Exercise brief>
Show every line of the data below that includes the word "middle".

Data>
^^^^

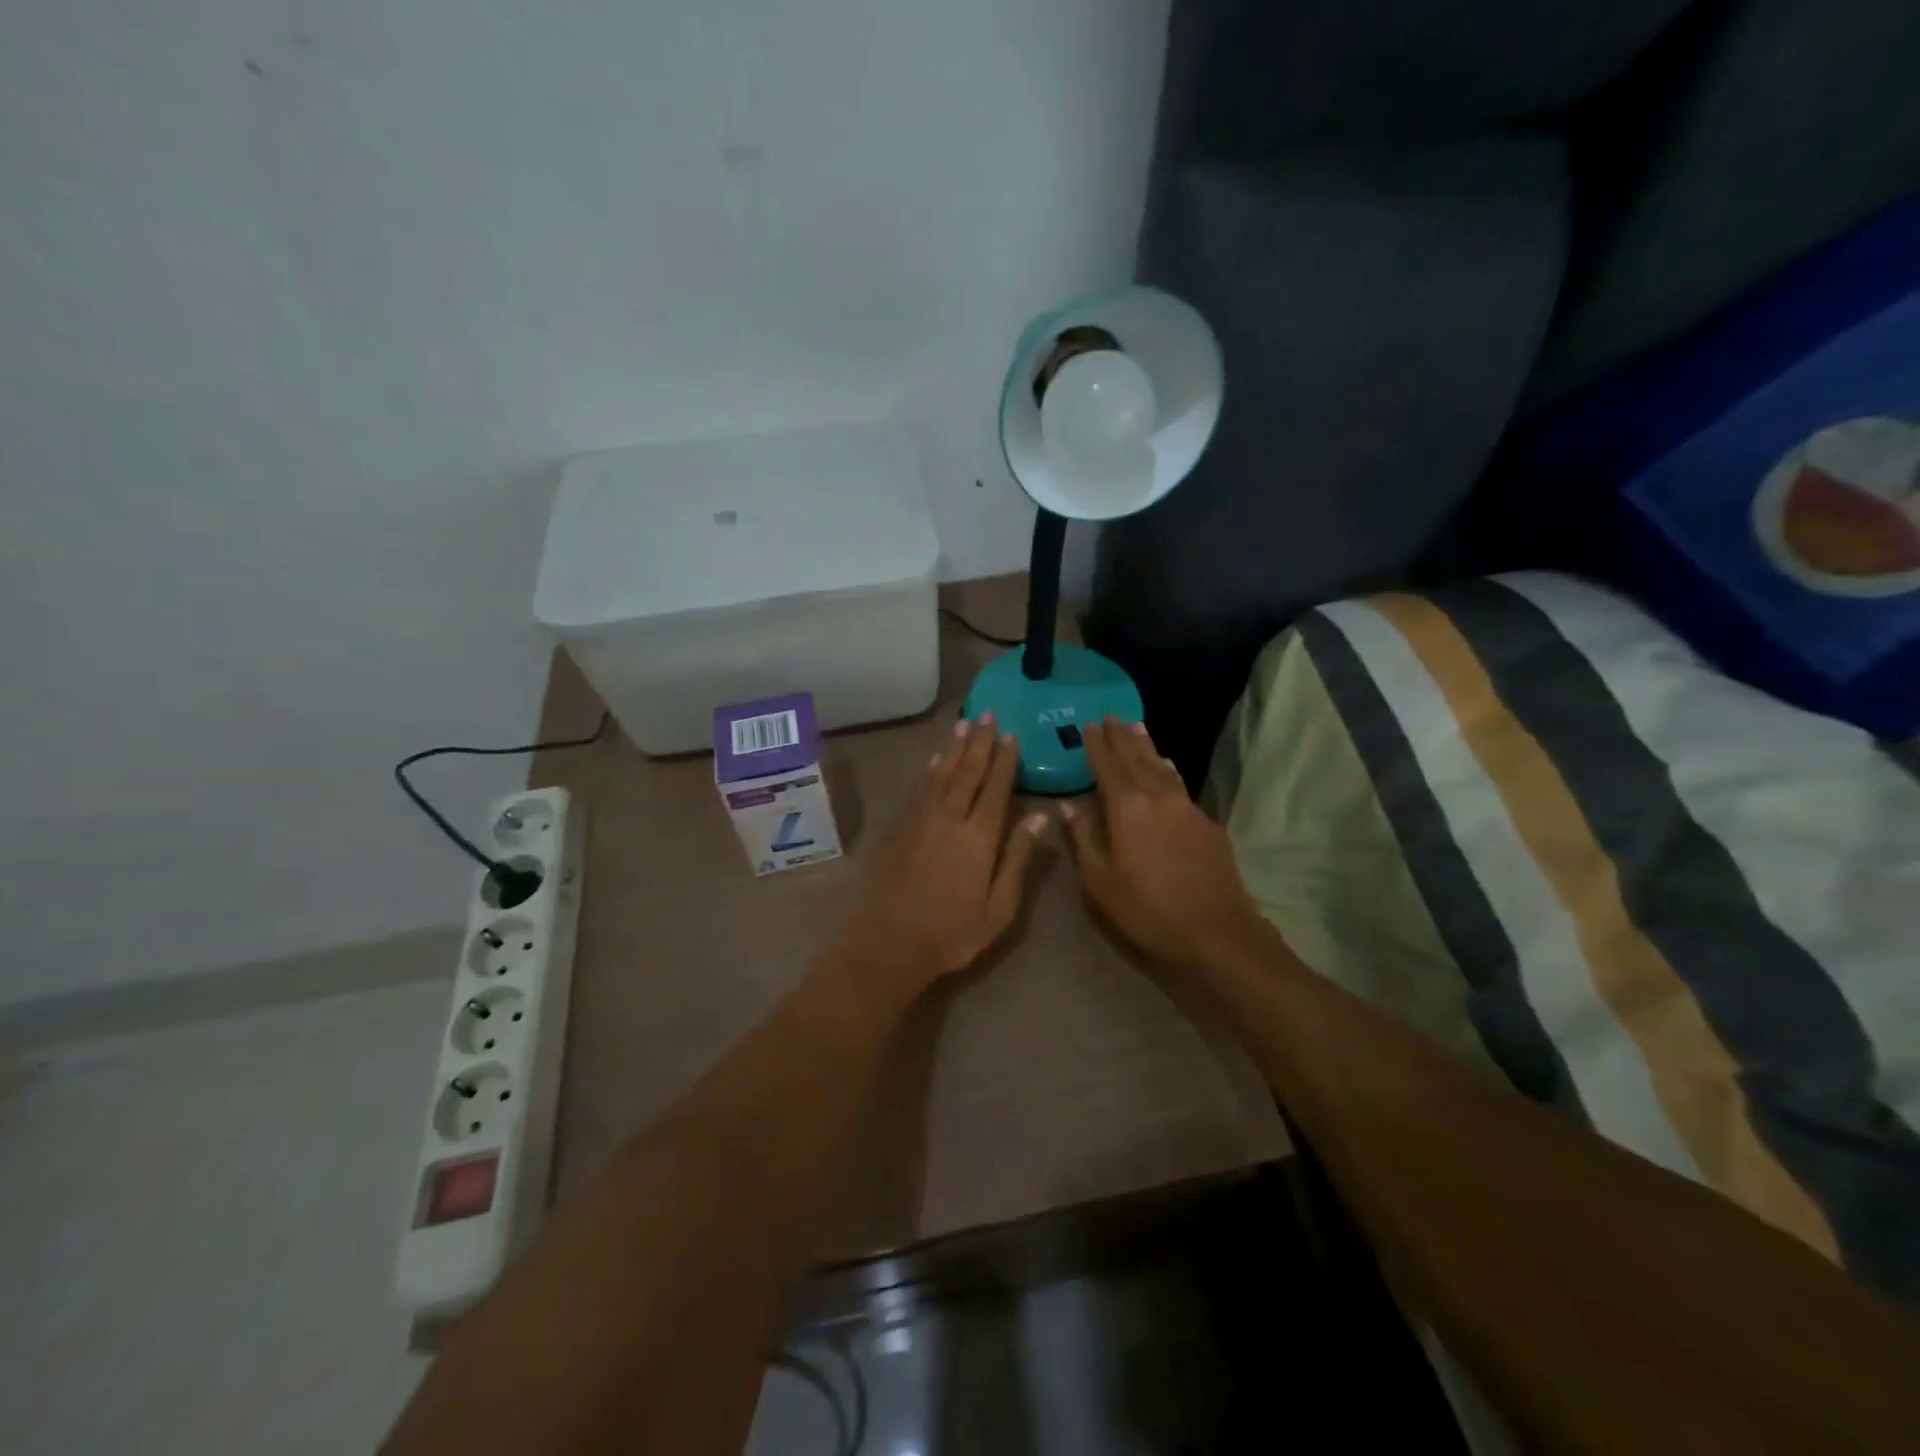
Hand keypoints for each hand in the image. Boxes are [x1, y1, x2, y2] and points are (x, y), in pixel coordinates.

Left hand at [833, 714, 1046, 997]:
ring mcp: (920, 820)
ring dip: (954, 749)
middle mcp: (950, 818)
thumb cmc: (952, 933)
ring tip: (964, 725)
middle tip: (988, 715)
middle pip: (967, 772)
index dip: (1005, 761)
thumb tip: (1039, 816)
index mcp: (979, 837)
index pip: (996, 788)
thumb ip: (1018, 858)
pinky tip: (935, 760)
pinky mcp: (900, 828)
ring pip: (941, 774)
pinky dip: (930, 770)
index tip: (1012, 736)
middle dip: (980, 743)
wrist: (888, 942)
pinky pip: (919, 789)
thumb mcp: (999, 908)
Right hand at [1062, 717, 1266, 967]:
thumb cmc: (1146, 908)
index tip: (1088, 725)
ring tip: (1137, 728)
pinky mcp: (1206, 822)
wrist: (1215, 931)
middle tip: (1111, 716)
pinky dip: (1167, 769)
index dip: (1096, 744)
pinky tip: (1166, 768)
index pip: (1107, 764)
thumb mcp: (1099, 880)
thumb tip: (1067, 805)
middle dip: (1122, 736)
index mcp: (1127, 806)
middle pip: (1137, 756)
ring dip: (1147, 746)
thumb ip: (1082, 837)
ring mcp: (1186, 806)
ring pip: (1162, 765)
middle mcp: (1158, 795)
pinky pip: (1179, 783)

^^^^

Response to this task>
middle mcp: (950, 818)
middle tip: (988, 715)
middle pip: (967, 772)
middle dip: (980, 743)
middle tip: (1111, 716)
middle dip: (1122, 736)
middle pip: (1137, 756)
middle mcp: (1158, 795)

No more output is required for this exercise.